=== Records for the task ===

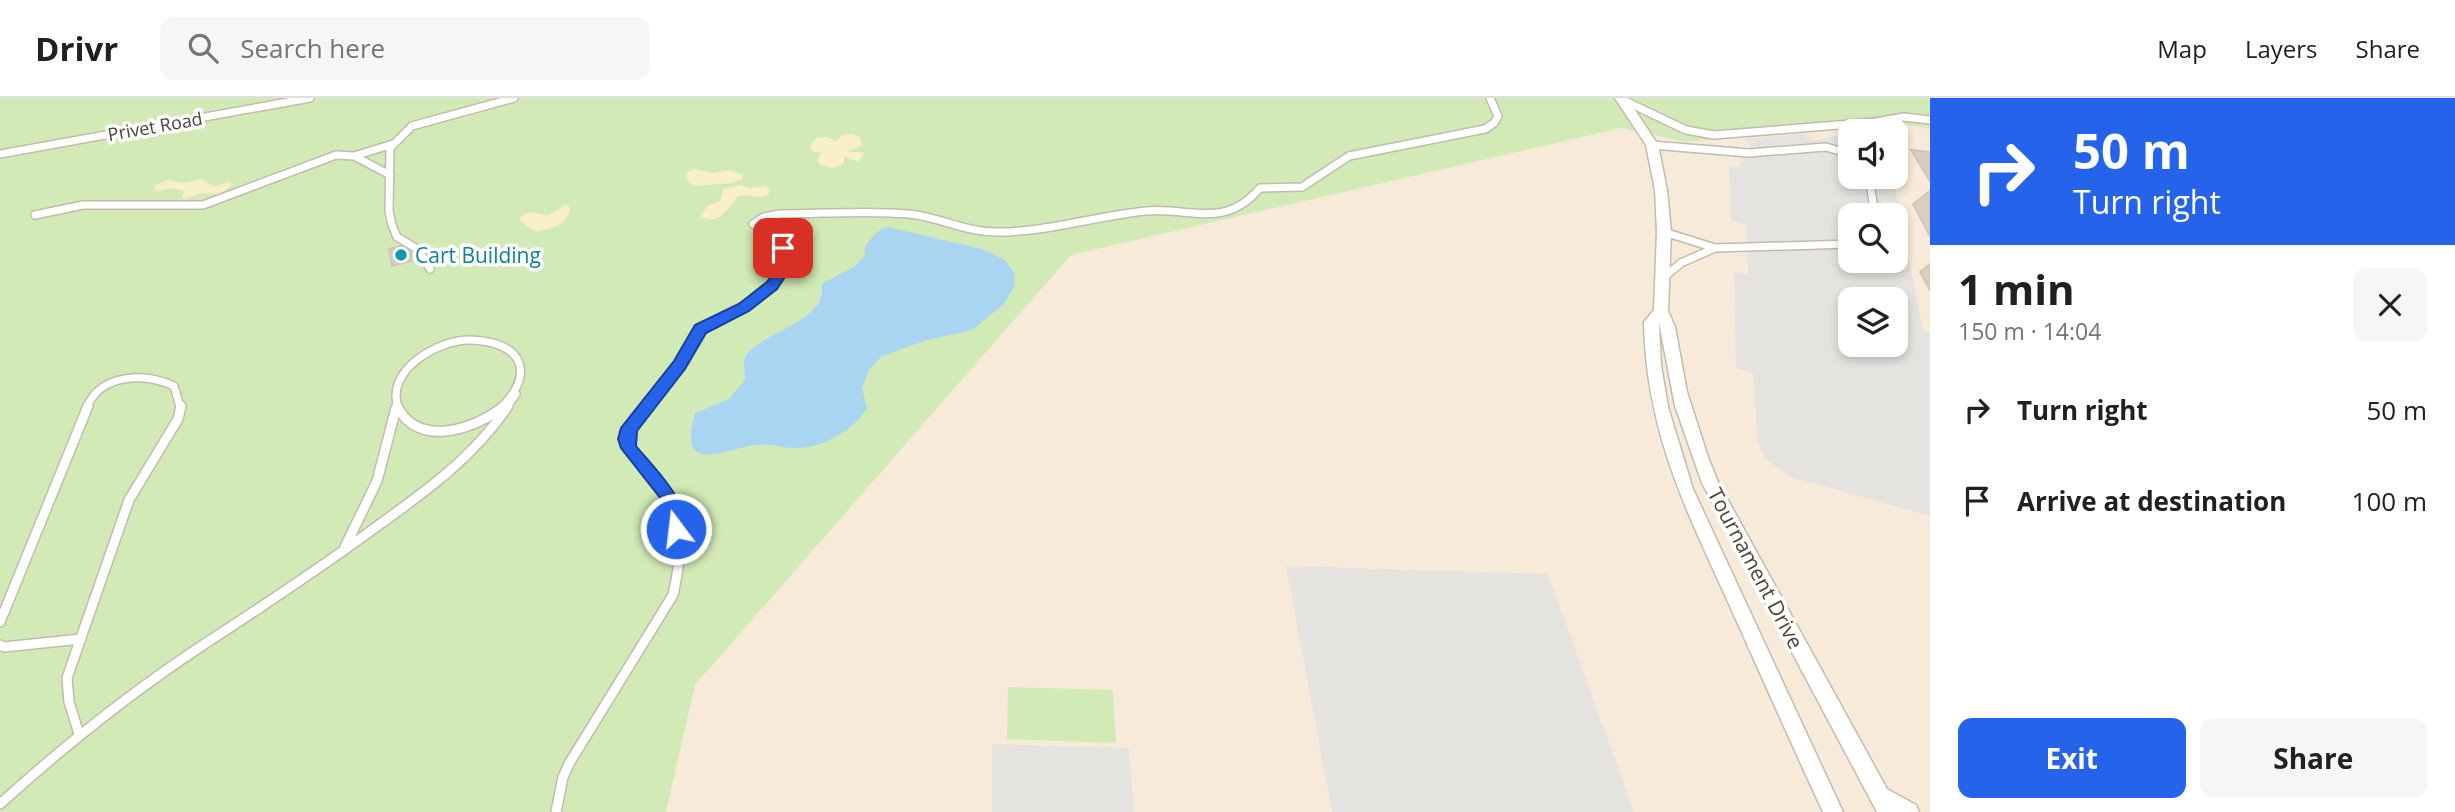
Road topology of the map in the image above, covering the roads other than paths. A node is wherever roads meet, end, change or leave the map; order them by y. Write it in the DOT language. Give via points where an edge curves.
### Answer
graph roads {
  1 [pos="310,98"];
  2 [pos="514,98"];
  3 [pos="1490,98"];
  4 [pos="1621,98"];
  5 [pos="1930,120"];
  6 [pos="393,145"];
  7 [pos="1652,145"];
  8 [pos="1838,149"];
  9 [pos="0,154"];
  10 [pos="354,156"];
  11 [pos="390,175"];
  12 [pos="35,215"];
  13 [pos="1664,232"];
  14 [pos="1838,244"];
  15 [pos="1716,248"];
  16 [pos="430,269"];
  17 [pos="1660,280"];
  18 [pos="1661,311"];
  19 [pos="516,394"];
  20 [pos="396,408"];
  21 [pos="343,552"];
  22 [pos="0,622"];
  23 [pos="81,639"];
  24 [pos="0,645"];
  25 [pos="79,734"];
  26 [pos="0,804"];
  27 [pos="1884,805"];
  28 [pos="556,812"];
  29 [pos="1833,812"];
  30 [pos="1909,812"];
  1 -- 9 [label="lane, Privet Road"];
  2 -- 6 [label="lane" via="427,120 412,126"];
  3 -- 28 [label="lane" via="1499,117 1485,130 1349,156 1301,187 1260,188 1248,202 1225,213 1148,211 1000,232 970,231 920,215 897,214 780,214 753,223 783,248 785,261 779,276 755,300 701,329 680,365 629,428 629,448 673,505 677,579 673,595 570,762"];
  4 -- 5 [label="lane" via="1686,130 1714,135 1904,117"];
  4 -- 7 [label="street, Tournament Drive"];
  6 -- 10 [label="lane"];
  6 -- 11 [label="lane"];
  7 -- 8 [label="lane" via="1751,153 1818,146"];
  7 -- 13 [label="street, Tournament Drive"];
  10 -- 11 [label="lane"];
  10 -- 12 [label="lane" via="336,155 203,205 83,205"];
  11 -- 16 [label="lane" via="389,211 397,237 419,250"];
  13 -- 15 [label="lane"];
  13 -- 17 [label="street, Tournament Drive"];
  14 -- 15 [label="lane"];
  15 -- 17 [label="lane"];
  17 -- 18 [label="street, Tournament Drive"];
  18 -- 27 [label="street, Tournament Drive" via="1668,321 1674,375 1687,426 1710,483"];
  18 -- 29 [label="street, Tournament Drive" via="1651,322 1651,356 1673,459"];
  19 -- 20 [label="lane" via="486,420 463,429 421,429"];
  19 -- 20 [label="lane" via="523,379 523,365 516,353 489,340 470,340 431,351 414,363 395,393"];
  19 -- 21 [label="lane" via="486,436 444,475"];
  20 -- 21 [label="lane" via="391,442 373,497"];
  21 -- 25 [label="lane"];
  22 -- 23 [label="lane" via="97,389 129,378 162,379 174,386 181,405 177,419 130,500"];
  23 -- 24 [label="lane"];
  23 -- 25 [label="lane" via="67,678"];
  25 -- 26 [label="lane"];
  27 -- 30 [label="street"];
}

===

**Aim of the task:** When a line in the records holds the string "street", copy that line.

**Answer area:**
  4 -- 7 [label="street, Tournament Drive"];
  7 -- 13 [label="street, Tournament Drive"];
  13 -- 17 [label="street, Tournament Drive"];
  17 -- 18 [label="street, Tournament Drive"];
  18 -- 27 [label="street, Tournament Drive" via="1668,321 1674,375 1687,426 1710,483"];
  18 -- 29 [label="street, Tournament Drive" via="1651,322 1651,356 1673,459"];
  27 -- 30 [label="street"];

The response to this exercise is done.